Hasan Köşklü
Pek çok kez bu konuyu “Sektörel Uzlaşma”olarak vurguladım ve sonrasında “Sektörel Uzlaş-a-ma” diye yazmak zorunda kaldım.
Gazeteci yazar A.E.Yıldırım da “Sektörde Kardeş kavgası Bitmeli” başlıklı bir yazı (sanırım temelde aynı) ile konuyu tekrar gündeme taşımış.
Nedendir bilinmez, belki de tartışma kültürümüz belki de Akdenizli’liğimiz, kesinlikle “Zeytin Ağacının Geleneksel Barışçı İmajı”na uygun davranmıyor.
Belki de okullardaki verilen tez-antitez tartışmaları yetersiz ve öğretilen “genetik hoşgörülüğümüz” mutasyona uğradı.
Sayın Mustafa Tan da “Sektörün birleştiği tek yapı: UZZK” olarak bir başlıkla konuya bir başka açıdan yaklaşmış, ki bence birleşmediği ortada A.E.Yıldırım da aynı fikirde olmalı ki kavgadan bahsediyor ve bu nedenle de “birleşeceği tek yapı” olarak yazılsa daha uygun olacaktı.

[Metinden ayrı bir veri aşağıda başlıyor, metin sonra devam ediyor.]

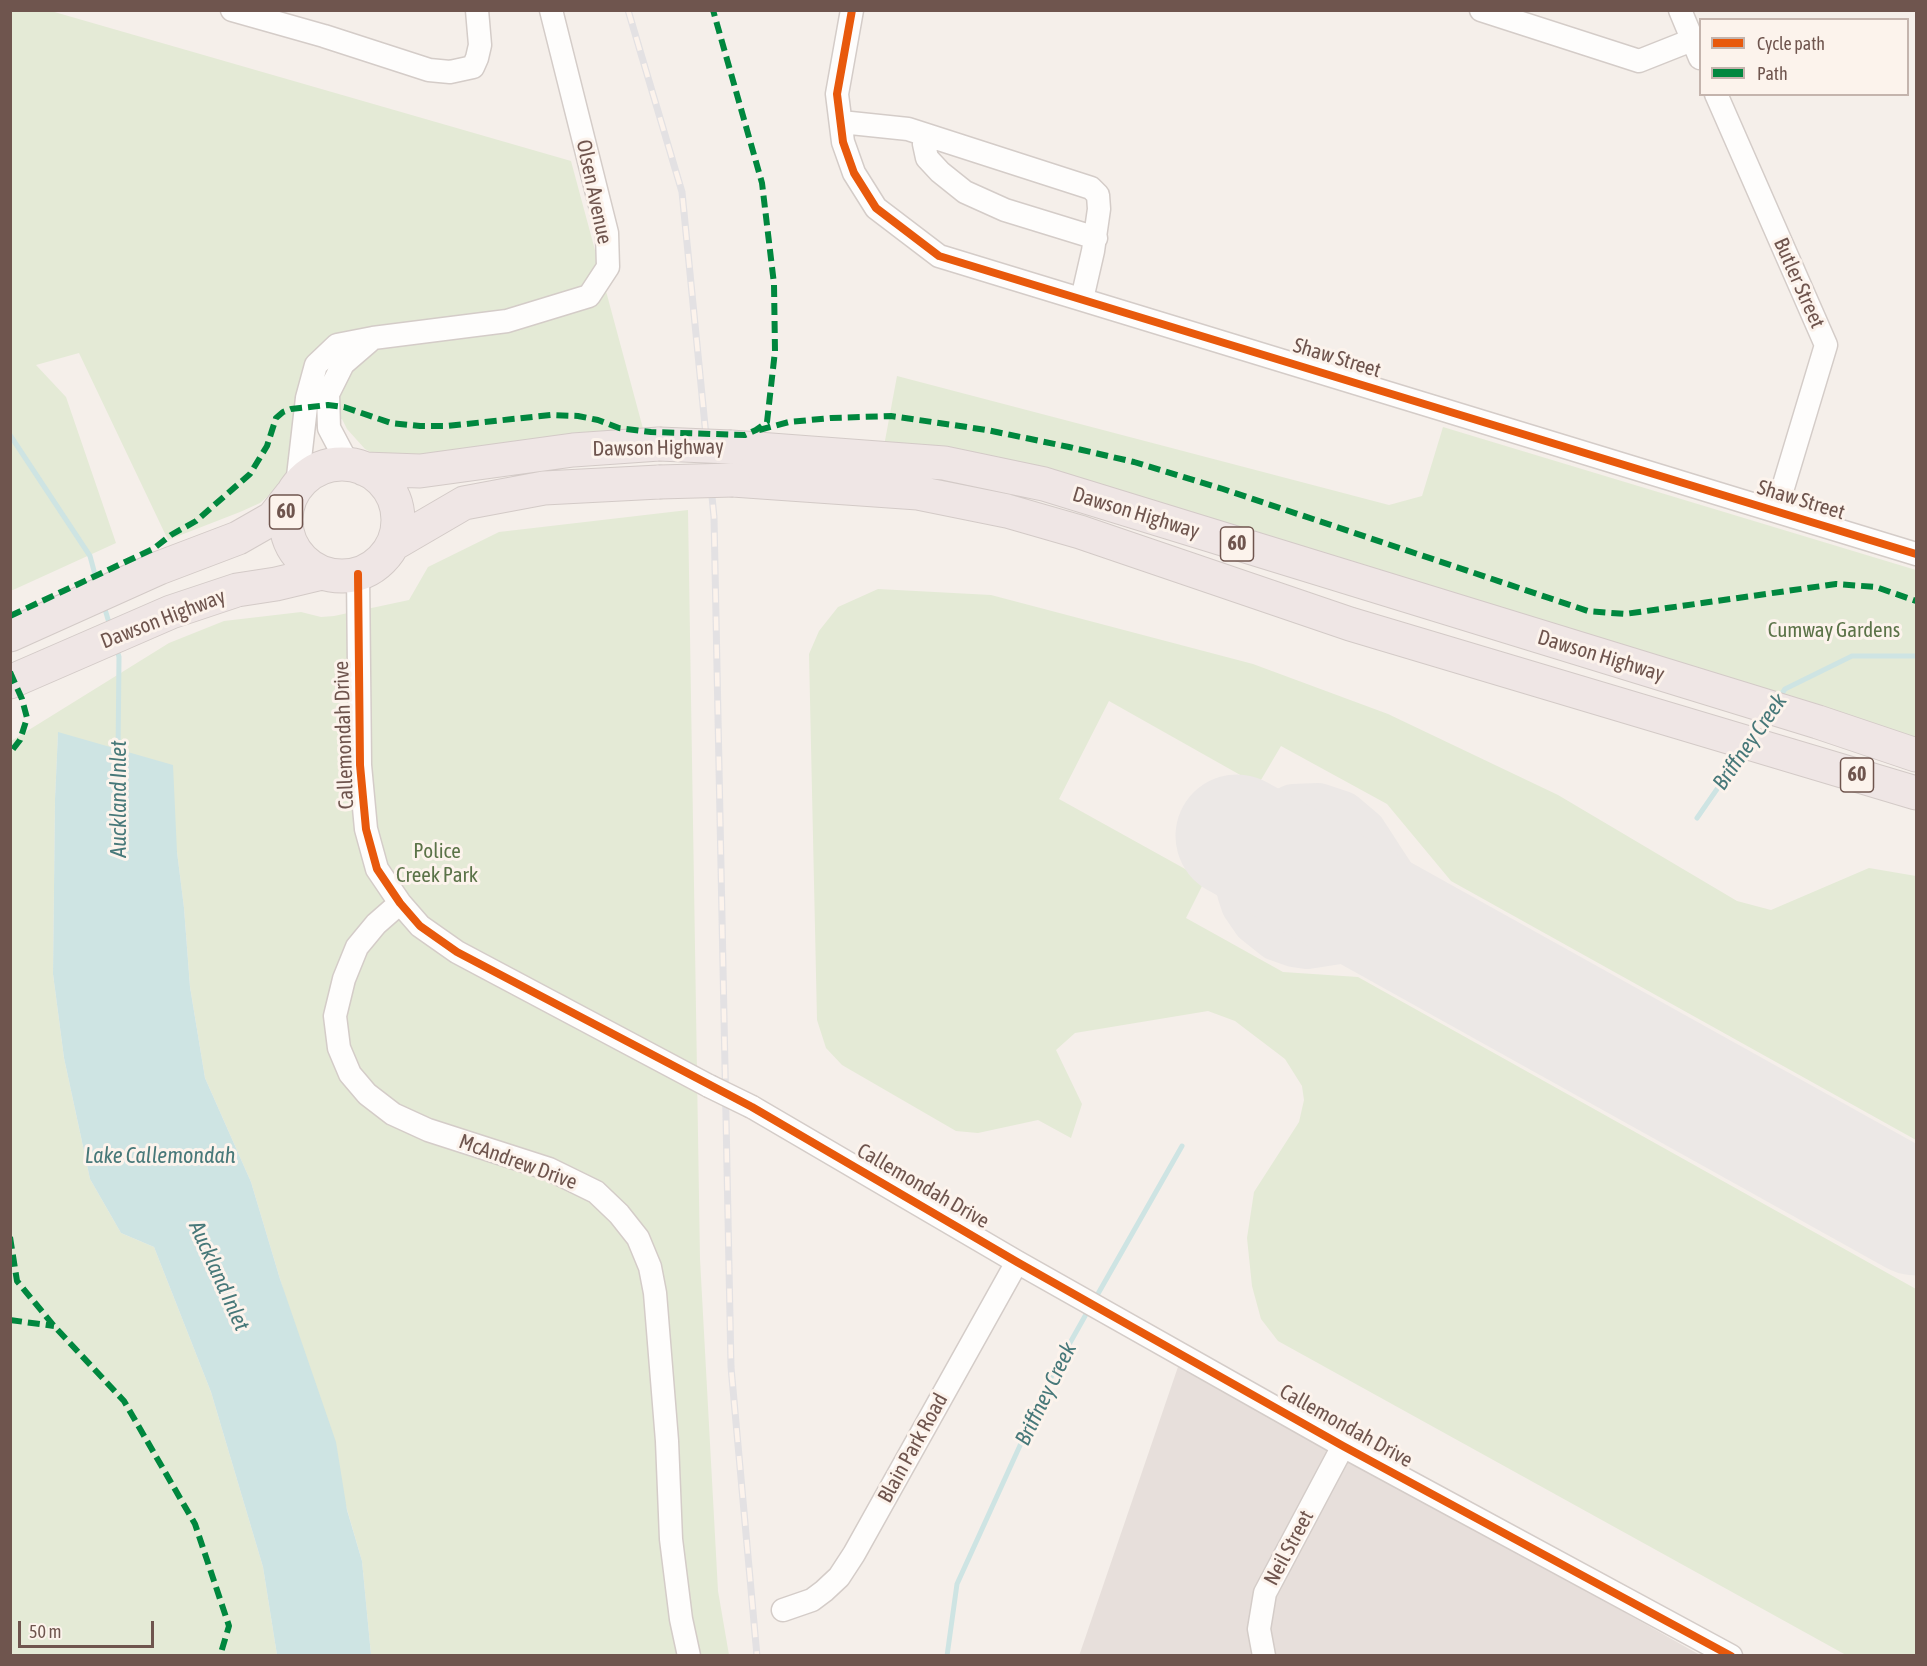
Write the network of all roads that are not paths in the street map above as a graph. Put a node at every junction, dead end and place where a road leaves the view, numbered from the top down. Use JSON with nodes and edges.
{"nodes":[{"id":1,"x":232,"y":10,"type":"edge"},
{"id":2,"x":477,"y":10,"type":"edge"},
{"id":3,"x":551,"y":10,"type":"edge"},
{"id":4,"x":852,"y":10,"type":"edge"},
{"id":5,"x":1481,"y":10,"type":"edge"},
{"id":6,"x":1680,"y":10,"type":"edge"},
{"id":7,"x":1696,"y":49,"type":"edge"},
{"id":8,"x":1717,"y":96,"type":"edge"},
{"id":9,"x":841,"y":122,"type":"junction"},
{"id":10,"x":926,"y":135,"type":"junction"},
{"id":11,"x":1096,"y":238,"type":"junction"},
{"id":12,"x":1082,"y":299,"type":"junction"},
{"id":13,"x":374,"y":338,"type":"junction"},
{"id":14,"x":356,"y":466,"type":"junction"},
{"id":15,"x":294,"y":490,"type":"junction"},
{"id":16,"x":1776,"y":511,"type":"junction"},
{"id":17,"x":392,"y":545,"type":"junction"},
{"id":18,"x":1917,"y":554,"type":"edge"},
{"id":19,"x":322,"y":573,"type":"junction"},
{"id":20,"x":358,"y":574,"type":"junction"},
{"id":21,"x":10,"y":635,"type":"edge"},
{"id":22,"x":10,"y":682,"type":"edge"},
{"id":23,"x":1917,"y":755,"type":"edge"},
{"id":24,"x":1917,"y":793,"type":"edge"},
{"id":25,"x":400,"y":903,"type":"junction"},
{"id":26,"x":1017,"y":1262,"type":"junction"},
{"id":27,"x":1343,"y":1446,"type":"junction"},
{"id":28,"x":783,"y":1610,"type":"dead end"},
{"id":29,"x":689,"y":1656,"type":"edge"},
{"id":30,"x":1264,"y":1656,"type":"edge"},
{"id":31,"x":1731,"y":1656,"type":"edge"}],
"edges":[{"from":1,"to":2,"type":"street"},
{"from":3,"to":13,"type":"street","name":"Olsen Avenue"},
{"from":4,"to":9,"type":"street","name":"Shaw Street"},
{"from":5,"to":7,"type":"street"},
{"from":6,"to":7,"type":"street"},
{"from":8,"to":16,"type":"street","name":"Butler Street"},
{"from":9,"to":10,"type":"street"},
{"from":9,"to":12,"type":"street","name":"Shaw Street"},
{"from":10,"to":11,"type":"street"},
{"from":10,"to":11,"type":"street"},
{"from":11,"to":12,"type":"street"},
{"from":12,"to":16,"type":"street","name":"Shaw Street"},
{"from":13,"to":14,"type":"street"},
{"from":13,"to":15,"type":"street","name":"Olsen Avenue"},
{"from":14,"to":15,"type":"highway","number":"60"},
{"from":14,"to":17,"type":"highway"},
{"from":14,"to":23,"type":"highway","name":"Dawson Highway","number":"60","bridge":true},
{"from":15,"to":19,"type":"highway","number":"60"},
{"from":15,"to":21,"type":"highway","number":"60"},
{"from":16,"to":18,"type":"street","name":"Shaw Street"},
{"from":17,"to":20,"type":"highway","number":"60"},
{"from":17,"to":24,"type":"highway","name":"Dawson Highway","number":"60","bridge":true},
{"from":19,"to":20,"type":"highway"},
{"from":19,"to":22,"type":"highway","name":"Dawson Highway"},
{"from":20,"to":25,"type":"street","name":"Callemondah Drive"},
{"from":25,"to":26,"type":"street","name":"Callemondah Drive","bridge":true},
{"from":25,"to":29,"type":"street","name":"McAndrew Drive"},
{"from":26,"to":27,"type":"street","name":"Callemondah Drive"},
{"from":26,"to":28,"type":"street","name":"Blain Park Road"},
{"from":27,"to":30,"type":"street","name":"Neil Street"},
{"from":27,"to":31,"type":"street","name":"Callemondah Drive"}]}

Detaylara girmek istemiyorum.
Gruplarımızda daha önceleri de yaşanan birtakım hoşgörüsüzlük örneklerini yaşadık ve şimdilerde benzerleri var.

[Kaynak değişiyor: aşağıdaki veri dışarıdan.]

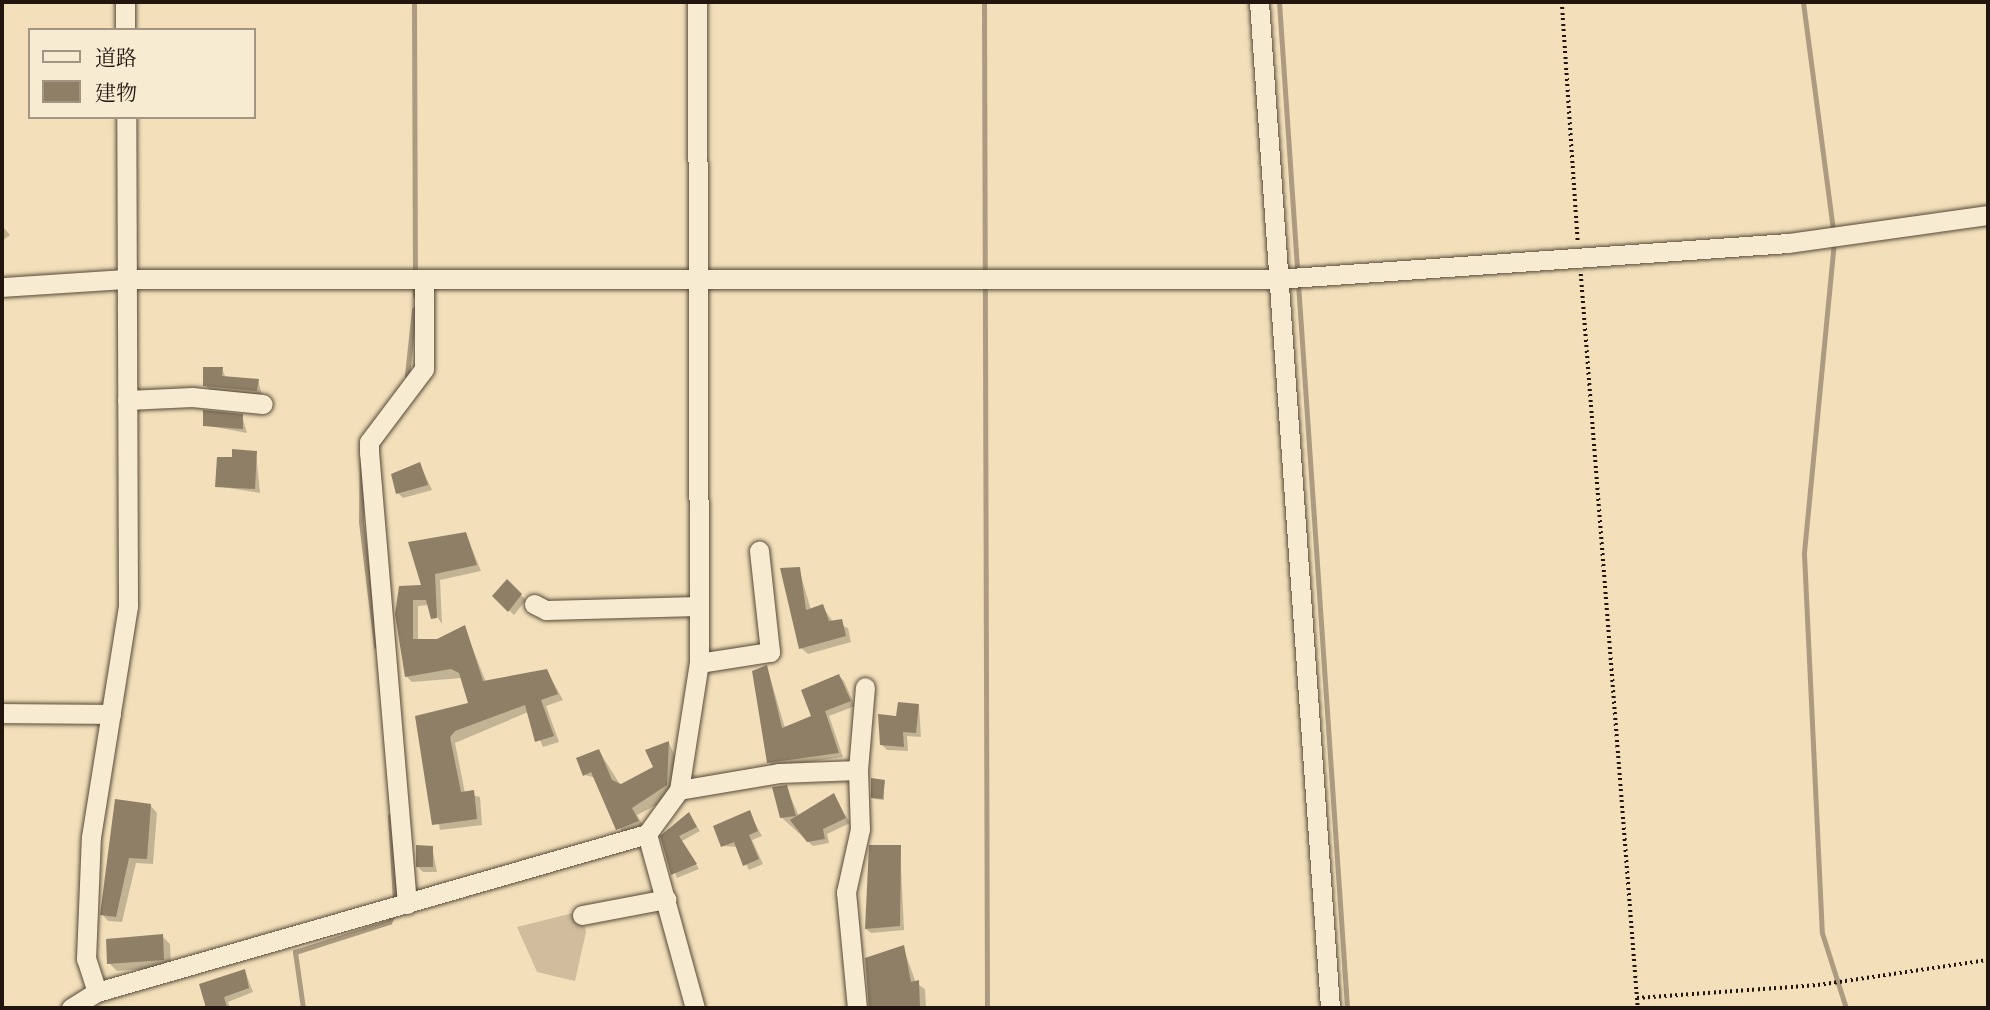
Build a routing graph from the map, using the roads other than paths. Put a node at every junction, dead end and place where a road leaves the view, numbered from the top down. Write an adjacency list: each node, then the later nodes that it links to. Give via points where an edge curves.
1 (125, 2): 4 (street)
2 (697, 2): 10 (street)
3 (1259, 2): 9 (street)
4 (125, 28)
5 (126, 119): 7 (street)
6 (1988, 215): 9 (street, via 1788,243)
7 (127, 279): 8 (street); 11 (street); 12 (street)
8 (424, 279): 10 (street); 25 (street, via 424,369 369,442)
9 (1276, 279): 10 (street); 31 (street)
10 (697, 280): 16 (street)
11 (2, 287)
12 (127, 400): 13 (street, via 192,397); 20 (street, via 128,606)
13 (263, 404)
14 (759, 551): 17 (street, via 770,652)
15 (534, 604): 16 (street, via 546,610)
16 (698, 606): 17 (street)
17 (699, 663): 22 (street)
18 (865, 687): 21 (street)
19 (2, 713): 20 (street)
20 (111, 715): 27 (street, via 91,837 86,959)
21 (858, 769): 22 (street, via 779,773); 30 (street, via 860,829 846,892)
22 (679, 790): 23 (street)
23 (647, 834): 24 (street); 25 (street)
24 (667, 899): 26 (street); 29 (street)
25 (407, 904): 27 (street)
26 (582, 915)
27 (97, 992): 28 (street)
28 (71, 1008)
29 (695, 1008)
30 (857, 1008)
31 (1330, 1008)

Yasaklar ile bir yere varabilmek mümkün değil.
Önce Ersoy Kozan’ın %99 luk bir yazısı nedeniyle UZZK-Türk ortamına erişiminin engellendiğini öğrendik ve belki de bu nedenle bazı üyelerin isteklerine rağmen – açıklaması ve/veya açıklanması doğru veya yanlış olabilir- E.Kozan bunları açıklayamadı veya gerekli yanıtı veremedi.
Bu kez gündeme Mustafa Alhat’ın -uslubunu sever veya sevmezsiniz- tepkisel yazısı sonucunda yine UZZK-Türk ortamından dışlanması geldi.
Şimdi bu nasıl birleşme veya birleştirme????
Bu eleştiriye tahammülsüzlük ile UZZK sektörün birleşeceği tek yer olabilir mi???
Bu eleştiriye tahammülsüzlük ve önyargılı davranış değil diyenlere de sormak isterim; uygun olmayan kelimeleri rahatlıkla grupta kullanan ve son olarak da “BİR DE ÇAKALLARIN eline duşerse yandik.” Şeklindeki nitelemeye (ki sanırım bu kitle de UZZK içinde birleşmesi gereken bir diğer meslek grubudur) ne gruptan ne de birleşilecek UZZK yönetiminden hiç tepki olmamasına ne diyeceksiniz???
Buna ilave edilmesi gereken İzmir Ticaret Borsasında yaşanan “terbiyesizler” benzeri bir niteleme de var.
Serpil Yılmaz’ın yazdıkları doğrudur-yanlıştır, yazıya konu olan rapor da doğru veya yanlış olabilir.
Mustafa Tan’ın “Kooperatifler ve Birlikler "Batak ya da Batık "'Olmayacak!...” temennisine de katılmamam mümkün değil.
Ayrıca kim böyle bir temennide bulunabilir ki??
Bunları tartışırken bir diğerini dışlamayı anlayamıyorum…
Açıkçası UZZK Başkanı olarak ve UZZK-Türk ortamında yazılarını paylaşan ve bir zamanlar kendisine “mobbing” yapıldığını söyleyen Mustafa Tan’a da yakışmıyor.
Aynı kurumda yıllarca beraber çalıştığımız Mustafa Tan acaba bilgi ve deneyimlerini diğer internet gruplarına da yönlendirerek (zeytintürk,zeytindostu,zeytinağacı,vb.) paylaşmayı “öngördüğü!!” sektörü birleştirme politikalarına aykırı mı buluyor???
Aykırı soru sormamı yanlış anlamayın.
Amacım, sektörü UZZK çatısı altında birleştirmenin sadece söylemlerle olmayacağını göstermek.
Bu yazı dışlayarak,yok farzederek bir yere varılamıyacağını anlatmak içindi.
Varılabileceğini düşünenler zaten o yolda devam edeceklerdir.
Son yazımda Eintein’ın “Hiçbir sorun o sorunu yaratan bilinç düzeyiyle çözülemez.” Sözünü yazmıştım…
Einstain’ı haklı çıkartmak zorunda mıyız.??